Husband says Arizona mom’s Mexico drug arrest is about money
(CNN) — The family of an Arizona mother of seven being held in a Mexican jail vehemently denies charges that she was trying to smuggle about 12 pounds of marijuana back into the United States.
“It’s about getting money here,” Yanira Maldonado’s husband, Gary Maldonado, told CNN’s “Starting Point” Tuesday.
A Mexican state official also believes Yanira Maldonado was framed.
On Tuesday, Maldonado has a court hearing, after which she may find out whether she will go free or remain jailed until a trial.
Mexican authorities arrested Maldonado Wednesday as she and her husband were on their way back from a family funeral.
During a search of their bus at a military checkpoint in the northwestern Mexican state of Sonora, authorities asked everyone to get off.
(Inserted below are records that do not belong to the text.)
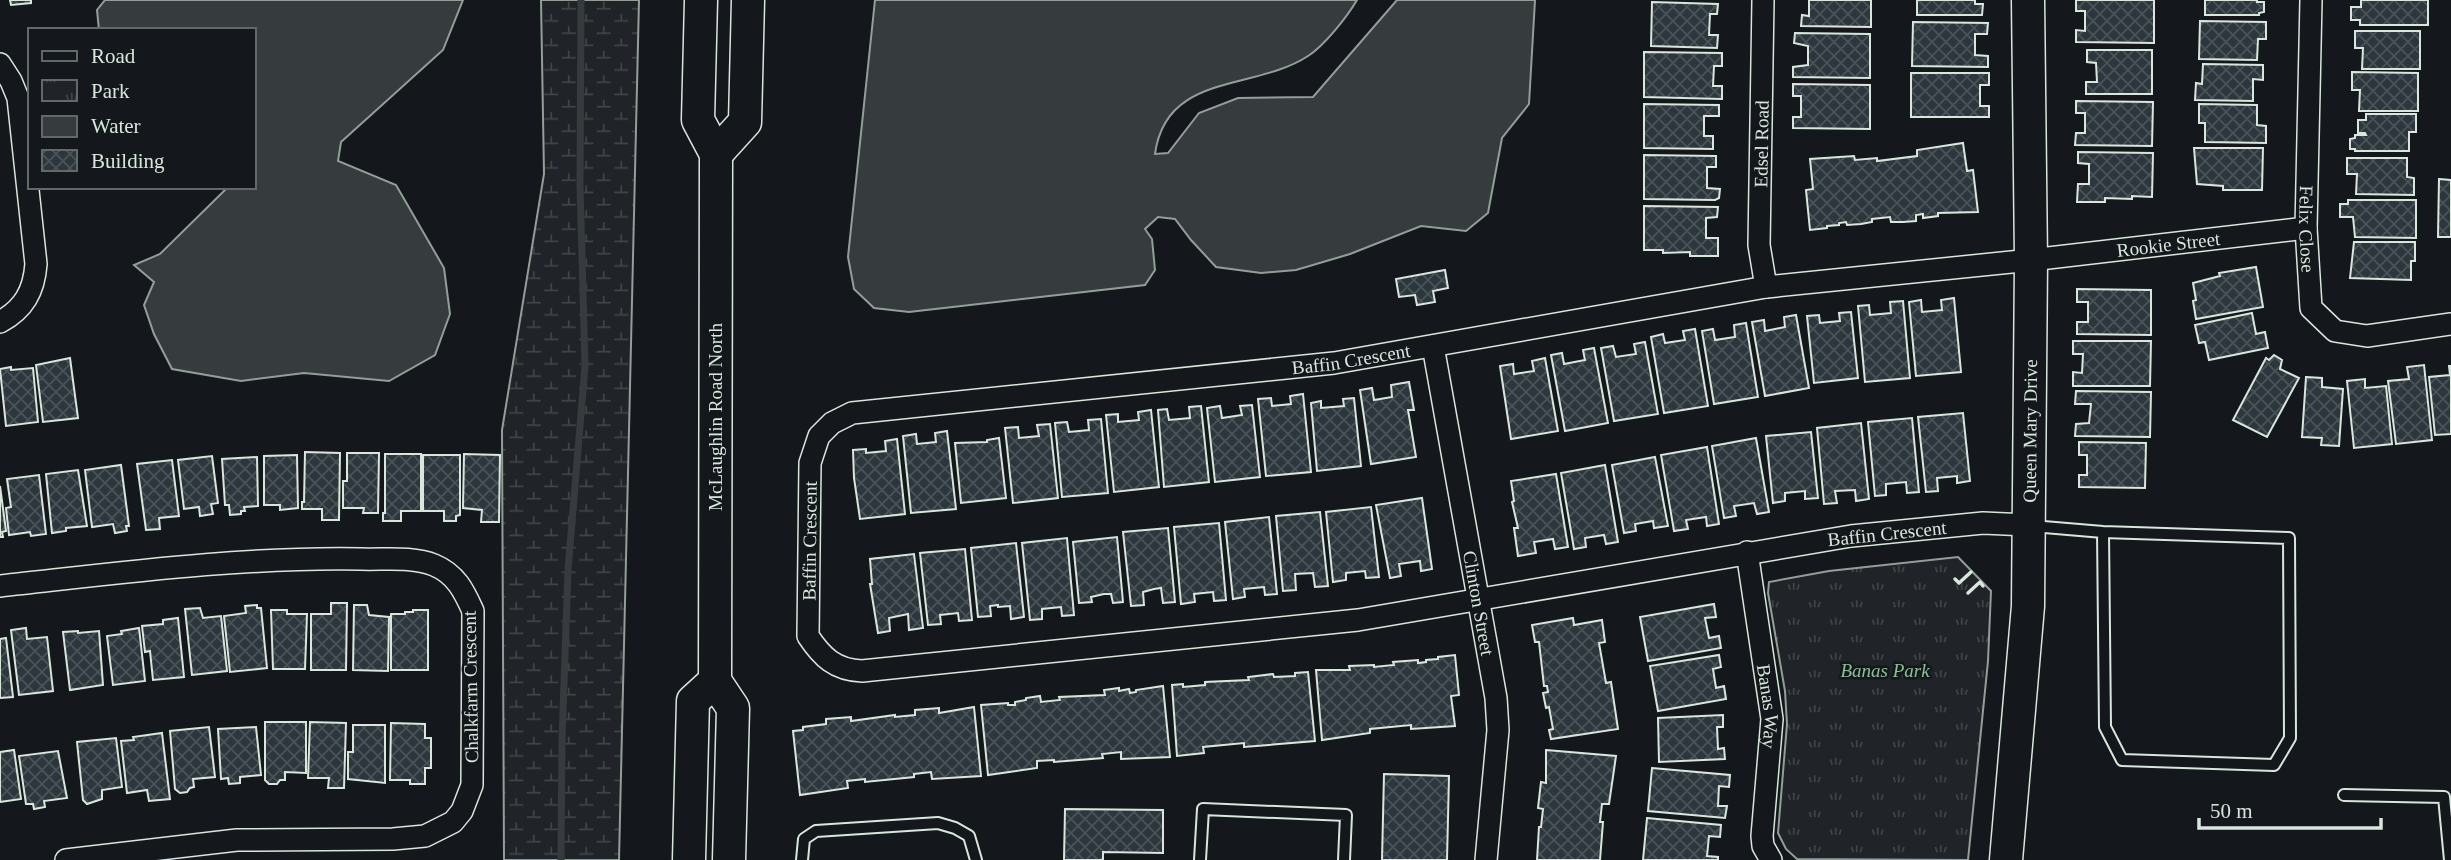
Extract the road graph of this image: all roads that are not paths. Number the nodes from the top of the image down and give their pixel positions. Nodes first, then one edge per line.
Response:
1 (701, 0) edge
2 (748, 0) edge
3 (1763, 0) edge
4 (2028, 0) edge
5 (2311, 0) edge
6 (0, 64) edge
7 (716, 154) junction
8 (2306, 228) junction
9 (2031, 260) junction
10 (1766, 287) junction
11 (0, 321) edge
12 (2451, 324) edge
13 (1433, 346) junction
14 (2028, 525) junction
15 (2103, 532) junction
16 (1747, 552) junction
17 (0, 586) edge
18 (1478, 600) junction
19 (715, 681) junction
20 (2344, 795) dead end
21 (66, 860) edge
22 (689, 860) edge
23 (729, 860) edge
24 (802, 860) edge
25 (976, 860) edge
26 (1200, 860) edge
27 (1344, 860) edge
28 (1486, 860) edge
29 (1771, 860) edge
30 (2006, 860) edge
31 (2450, 860) edge

1 - 7 main road, McLaughlin Road North
2 - 7 main road
3 - 10 street, Edsel Road
4 - 9 main road, Queen Mary Drive
5 - 8 street, Felix Close
6 - 11 street
7 - 19 main road, McLaughlin Road North
8 - 9 street, Rookie Street
8 - 12 street, Felix Close
9 - 10 street, Baffin Crescent
9 - 14 main road, Queen Mary Drive
10 - 13 street, Baffin Crescent
13 - 18 street, Clinton Street
13 - 18 street, Baffin Crescent
14 - 15 lane
14 - 16 street, Baffin Crescent
14 - 30 main road, Queen Mary Drive
15 - 15 lane
16 - 18 street, Baffin Crescent
16 - 29 street, Banas Way
17 - 21 street, Chalkfarm Crescent
18 - 28 street, Clinton Street
19 - 22 main road
19 - 23 main road
20 - 31 lane
24 - 25 lane
26 - 27 lane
At first, authorities told Gary Maldonado that marijuana had been found under his seat and arrested him, his father, Larry Maldonado, told CNN. After the father contacted the U.S. Consulate in Hermosillo, Mexico, authorities said they were mistaken and released Gary.
Then, they charged his wife.
Gary Maldonado said he believes Mexican soldiers at the checkpoint wanted a bribe.
“From what I hear, that’s a regular occurrence,” he said.
Questions about arrest
A Sonora state official with extensive knowledge of the case told CNN there are questions about the arrest.
“Can you imagine?” asked the official, who was not authorized to speak to the media and did not want to be named. “A passenger by himself or herself would have been unable to carry almost 6 kilos of marijuana onto a bus without being noticed. She must’ve been framed.”
A regional office of Mexico’s Defense Ministry said troops conducting a routine investigation stopped the bus Maldonado was riding in and and found 5.7 kilograms (12.5 pounds) of a substance that appeared to be marijuana under her seat.
Troops turned the case over to the Mexican attorney general’s office, the defense ministry said. Maldonado is being housed in a women’s prison in Nogales, Mexico, while authorities decide her fate.
The Sonora state division of the attorney general’s office said the investigation is ongoing and declined to provide additional information about the case against Maldonado.
Her husband, Gary, was told by authorities that regardless of his wife’s guilt or innocence, he would have to pay $5,000 to secure her freedom, the family said.
He was able to cobble together the money but then was told it was too late. His wife had been transferred to another jail.
Arizona Sen. Jeff Flake is monitoring the case, his office said.
“Senator Flake is personally monitoring the situation, and he has had multiple conversations with the deputy Mexican ambassador this weekend,” Flake’s office said.
Fear grips family
But all this has not changed the situation for Yanira Maldonado or lessened the fears of her family.
“She’s not happy where she’s at but she has high hopes she’ll be free,” Gary Maldonado said.
Brandon Klippel, Maldonado’s brother-in-law, says the family has hired a lawyer in Mexico but still is very worried because they do not fully understand the local legal system.
At the court hearing scheduled for Tuesday, Klippel said, a judge will decide whether to release Maldonado or hold her in custody for four months until a trial.
A local lawyer has told them that Maldonado can request a 72-hour extension to delay that decision.
“We’re worried that Yanira may not know that she’s the one that needs to request this,” said Klippel. “If they don’t extend the 72 hours, (the judge) will make the decision whether she can go free tomorrow or will be transported to a prison in south Mexico.”
On Saturday, Maldonado’s daughter, Anna Soto, said she visited her mother in jail.
“I broke down in tears, but she just told me that she was going to get out,” Soto said Monday in an emotional interview with CNN’s Wolf Blitzer.
“She wanted to tell my brothers and sisters that she loved them very much. My biggest fear is that I will never get to see her again ”
The next day, other family members paid Maldonado a visit.
They were told they would have hours to talk with her, but when they arrived they were given only 10 minutes, Klippel said.
“She was at a wire window with her fingertips up through the holes, touching her son’s hand with one hand and touching her husband’s hand with the other,” Klippel said. “She was just saying, ‘I don’t know how this happened to me. I’ve never done anything illegal in my life. Why has this happened?'”
“She’s innocent,” Soto said. “She’s an honest good woman. A Christian woman that would never do anything to jeopardize her freedom.”